Is that normal after your first couple doses of Humira?

And the doctor says, Nope, that doesn’t sound like he maybe has like a virus that that’s the only symptom of, but we also had joined, you know, parents of kids with Crohn’s Facebook groups or whatever, or parents of kids taking Humira.

And we asked there, Hey, is this, and everybody’s like, Oh yeah.

When my kid had the first couple doses, they slept way more than usual.

And then after a couple doses, their bodies leveled it out.

So I’m going to go with the parents and not with the doctor on this one, because, uh, I don’t know, because that’s my choice anyway.

Uh, that’s today’s episode.

Say for the song, nobody has said anything about any of these songs, so maybe you’re all skipping them.

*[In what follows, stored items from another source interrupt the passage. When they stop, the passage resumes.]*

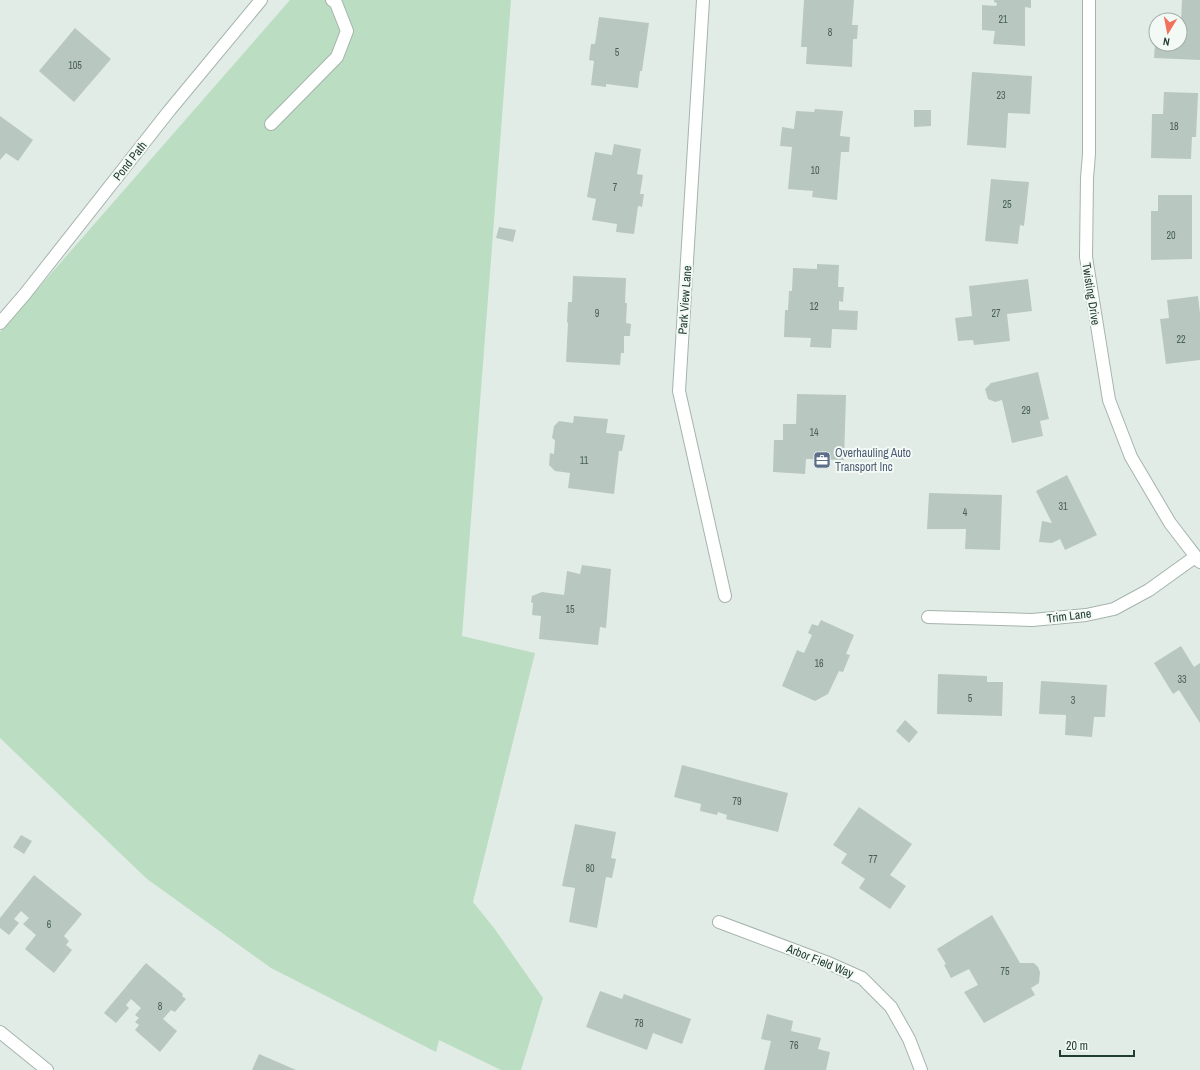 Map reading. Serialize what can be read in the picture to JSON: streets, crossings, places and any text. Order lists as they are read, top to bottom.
{
  "streets": {
    "street": [
      "Pond Path",
      "Twisting Drive",
      "Park View Lane",
      "Trim Lane",
      "Arbor Field Way"
    ]
  },
  "crossings": [
    ["Twisting Drive", "Trim Lane"]
  ],
  "places": {
    "office": ["Overhauling Auto Transport Inc"]
  },
  "house_numbers": [
    "21",
    "8",
    "5",
    "105",
    "23",
    "18",
    "10",
    "7",
    "25",
    "20",
    "12",
    "9",
    "27",
    "22",
    "29",
    "14",
    "11",
    "31",
    "4",
    "15",
    "16",
    "33",
    "5",
    "3",
    "79",
    "77",
    "80",
    "6",
    "75",
    "8",
    "78",
    "76"
  ],
  "scale_bar": "20 m",
  "north": "bottom"
}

I don’t know, but, uh, it’s fun to promote a thing.

Uh, last time you heard the true story of my sibling’s bus, this time you’re going to hear blast off.

Um, this is, uh, I guess also in the transportation vibe, but not part of that transportation trio.

This is a song about blasting off into space.

It joins other, uh, Lehman like songs like on my way to Mars about space travel.

So here is a snippet from blast off.

Happy Wednesday.

So alive this is gonna be so much fun.

I’m blasting off to the moon.

So glad that I’ll be there soon.

In case you forgot, I’m an astronaut, so I’m singing this happy tune.